CD1: (1) Feeling High And Happy; (2) Blue Devil Blues; (3) Moten Swing; (4) Limehouse Blues; (1) He’s Pulling His Whiskers; I Let A Song Go Out Of My Heart; Skull Duggery; Small Fry; (5) Blues With Lips; (6) Long Gone Blues; (7) Jump For Joy; (1) I Would Do Anything For You; Gone With The Gin; Walk It To Me; Lafayette; Harlem Rhumbain’ The Blues; (8) Just Another Woman; Do It If You Wanna; Evil Man’s Blues; (9) Blowin’ Up A Breeze; (10) Blues In The Night; St James Infirmary Blues; (11) Woke Up Clipped; Teezol; (12) The Breaks (78.46)
CD2: (12) Jammin’ The Boogie; (1) Rockin’ At Ryans; The Blues Jumped The Rabbit; (13) Uncle Sam Blues; (14) Dance Of The Tambourine; Pagin’ Mr. Page; (1) Good For Stompin’; Blooey; You Need Coachin’; (15) Miss Martingale; The Sheik Of Araby; (16) House Party; Perdido Street Stomp; (1) Corsicana; They Raided The Joint; Kansas City Jive; (17) Page Mister Trumpet; (1) Take Your Shoes Off, Baby; La Danse; Good Rockin’ Tonight; I Got An Uncle In Harlem; (18) Baby, It’s Cold Outside; (19) The Sheik Of Araby (78.51)
HLP (t, v, mel) on all tracks with extensive personnel, including; Ben Webster, Count Basie, Chu Berry, Billie Holiday, Pete Johnson, Don Byas, Teddy Bunn, Artie Shaw, Albert Ammons, Vic Dickenson, Sid Catlett, Earl Bostic, Bobby Hackett, Eddie Condon, Sidney Bechet, Buck Clayton, Pearl Bailey and Marian McPartland. Misc. dates and locations (mainly NY), 1929-1953. The booklet contains full discographic details and detailed, informative notes by Digby Fairweather.
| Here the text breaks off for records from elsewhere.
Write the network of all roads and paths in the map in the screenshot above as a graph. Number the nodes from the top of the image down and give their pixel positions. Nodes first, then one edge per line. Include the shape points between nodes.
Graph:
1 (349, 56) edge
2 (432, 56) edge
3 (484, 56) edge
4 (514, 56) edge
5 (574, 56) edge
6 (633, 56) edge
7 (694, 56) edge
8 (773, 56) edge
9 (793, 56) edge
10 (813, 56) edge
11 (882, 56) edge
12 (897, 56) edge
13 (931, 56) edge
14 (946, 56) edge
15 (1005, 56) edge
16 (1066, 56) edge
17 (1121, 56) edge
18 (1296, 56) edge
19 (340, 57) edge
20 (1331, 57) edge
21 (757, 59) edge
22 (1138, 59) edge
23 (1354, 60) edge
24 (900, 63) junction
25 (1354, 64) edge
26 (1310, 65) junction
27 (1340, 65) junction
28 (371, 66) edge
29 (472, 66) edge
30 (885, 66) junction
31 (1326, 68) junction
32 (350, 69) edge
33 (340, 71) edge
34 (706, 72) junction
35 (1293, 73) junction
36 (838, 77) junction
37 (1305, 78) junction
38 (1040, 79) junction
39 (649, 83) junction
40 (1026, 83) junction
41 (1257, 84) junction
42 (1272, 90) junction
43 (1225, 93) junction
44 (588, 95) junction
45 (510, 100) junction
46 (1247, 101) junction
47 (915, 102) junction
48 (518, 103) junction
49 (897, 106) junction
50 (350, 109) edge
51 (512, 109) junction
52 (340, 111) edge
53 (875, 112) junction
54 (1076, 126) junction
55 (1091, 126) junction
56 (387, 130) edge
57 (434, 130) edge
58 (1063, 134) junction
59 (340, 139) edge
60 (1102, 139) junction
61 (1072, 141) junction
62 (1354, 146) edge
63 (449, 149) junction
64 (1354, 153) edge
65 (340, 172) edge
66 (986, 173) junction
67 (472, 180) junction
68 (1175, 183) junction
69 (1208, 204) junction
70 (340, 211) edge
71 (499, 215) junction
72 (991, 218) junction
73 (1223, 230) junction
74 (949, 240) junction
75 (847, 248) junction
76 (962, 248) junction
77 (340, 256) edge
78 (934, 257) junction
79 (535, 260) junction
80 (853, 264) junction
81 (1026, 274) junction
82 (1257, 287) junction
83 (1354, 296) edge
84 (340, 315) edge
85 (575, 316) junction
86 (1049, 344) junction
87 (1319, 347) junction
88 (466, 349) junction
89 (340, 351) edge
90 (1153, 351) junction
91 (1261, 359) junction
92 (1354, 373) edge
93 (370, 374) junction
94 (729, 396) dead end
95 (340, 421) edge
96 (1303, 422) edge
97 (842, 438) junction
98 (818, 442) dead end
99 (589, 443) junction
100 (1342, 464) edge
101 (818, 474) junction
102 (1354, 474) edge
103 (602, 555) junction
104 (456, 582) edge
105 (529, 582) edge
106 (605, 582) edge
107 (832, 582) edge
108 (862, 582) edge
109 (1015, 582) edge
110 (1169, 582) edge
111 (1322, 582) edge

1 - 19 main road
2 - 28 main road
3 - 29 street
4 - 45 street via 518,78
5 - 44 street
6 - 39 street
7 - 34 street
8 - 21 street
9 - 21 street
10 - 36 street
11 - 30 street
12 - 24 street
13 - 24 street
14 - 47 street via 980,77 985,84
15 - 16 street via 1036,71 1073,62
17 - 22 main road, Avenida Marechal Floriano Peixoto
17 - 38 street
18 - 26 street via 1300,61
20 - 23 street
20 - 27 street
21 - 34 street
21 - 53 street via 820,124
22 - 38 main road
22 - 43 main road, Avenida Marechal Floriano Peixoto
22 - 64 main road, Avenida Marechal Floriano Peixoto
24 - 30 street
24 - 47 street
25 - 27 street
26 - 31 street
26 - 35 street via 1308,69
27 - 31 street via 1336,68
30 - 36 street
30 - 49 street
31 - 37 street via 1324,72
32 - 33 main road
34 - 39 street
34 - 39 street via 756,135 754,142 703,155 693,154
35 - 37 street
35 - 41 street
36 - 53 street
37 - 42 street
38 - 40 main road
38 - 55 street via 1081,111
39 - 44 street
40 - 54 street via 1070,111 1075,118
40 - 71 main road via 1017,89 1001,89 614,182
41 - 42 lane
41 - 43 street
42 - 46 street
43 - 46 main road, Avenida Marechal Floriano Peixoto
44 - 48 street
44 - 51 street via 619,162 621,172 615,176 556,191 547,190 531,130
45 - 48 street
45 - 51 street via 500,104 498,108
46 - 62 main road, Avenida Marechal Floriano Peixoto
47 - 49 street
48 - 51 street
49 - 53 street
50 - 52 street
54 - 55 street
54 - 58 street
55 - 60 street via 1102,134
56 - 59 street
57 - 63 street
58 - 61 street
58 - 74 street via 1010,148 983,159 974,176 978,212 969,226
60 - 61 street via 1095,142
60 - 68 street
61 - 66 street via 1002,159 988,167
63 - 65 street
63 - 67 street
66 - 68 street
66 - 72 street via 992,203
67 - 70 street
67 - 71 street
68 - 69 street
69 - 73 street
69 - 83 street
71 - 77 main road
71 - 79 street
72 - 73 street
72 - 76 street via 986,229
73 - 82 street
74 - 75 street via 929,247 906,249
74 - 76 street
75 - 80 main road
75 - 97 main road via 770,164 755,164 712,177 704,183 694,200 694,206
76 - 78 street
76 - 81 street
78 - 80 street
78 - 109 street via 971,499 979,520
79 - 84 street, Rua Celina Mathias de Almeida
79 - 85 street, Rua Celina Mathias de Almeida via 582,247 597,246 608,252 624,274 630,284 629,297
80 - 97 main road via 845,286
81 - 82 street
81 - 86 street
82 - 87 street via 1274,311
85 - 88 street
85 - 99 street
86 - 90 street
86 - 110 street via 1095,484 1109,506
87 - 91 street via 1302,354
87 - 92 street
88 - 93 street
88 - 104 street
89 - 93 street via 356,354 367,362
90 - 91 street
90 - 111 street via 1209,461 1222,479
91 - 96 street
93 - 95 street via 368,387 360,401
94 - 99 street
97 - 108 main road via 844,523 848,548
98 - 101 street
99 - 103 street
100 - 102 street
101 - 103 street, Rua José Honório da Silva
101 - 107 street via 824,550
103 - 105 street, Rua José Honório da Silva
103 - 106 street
(1) HLP and his Orch/Band. Misc. dates and personnel 1938-1949. (2) Walter Page and his Original Blue Devils with Jimmy Rushing (v). 10 November 1929. (3) Bennie Moten and his Kansas City Orch. 13 December 1932. (4) Chu Berry and his Stompy Stevedores. 23 March 1937. (5) Count Basie Orch. Carnegie Hall Concert. 23 December 1938. (6) Billie Holiday Orch. 21 March 1939. (7) Pete Johnson and his Boogie Woogie Boys with Joe Turner (v). 30 June 1939. (8) HLP and his Trio. Teddy Bunn (g, v); Ernest Hill (b). 10 December 1940. (9) Chu Berry and his Jazz Ensemble. 28 August 1941. (10) Artie Shaw and his Orchestra. 2 September and 12 November 1941. (11) Ben Webster and his Quintet. 8 February 1944. (12) Albert Ammons and his Rhythm Kings. 12 February 1944. (13) Eddie Concon and his All Stars. Town Hall Concert 11 March 1944. (14) HLP and his Swing Seven. 14 June 1944. (15) V-Disc All Stars. 6 December 1944. (16) Mezzrow-Bechet Septet. 30 July 1945. (17) Pete Johnson and his Housewarmin’. 31 January 1946. (18) Raymond Tunia and his Quartet, with Pearl Bailey (v). 23 June 1949. (19)) Marian McPartland and her Trio. 27 May 1953.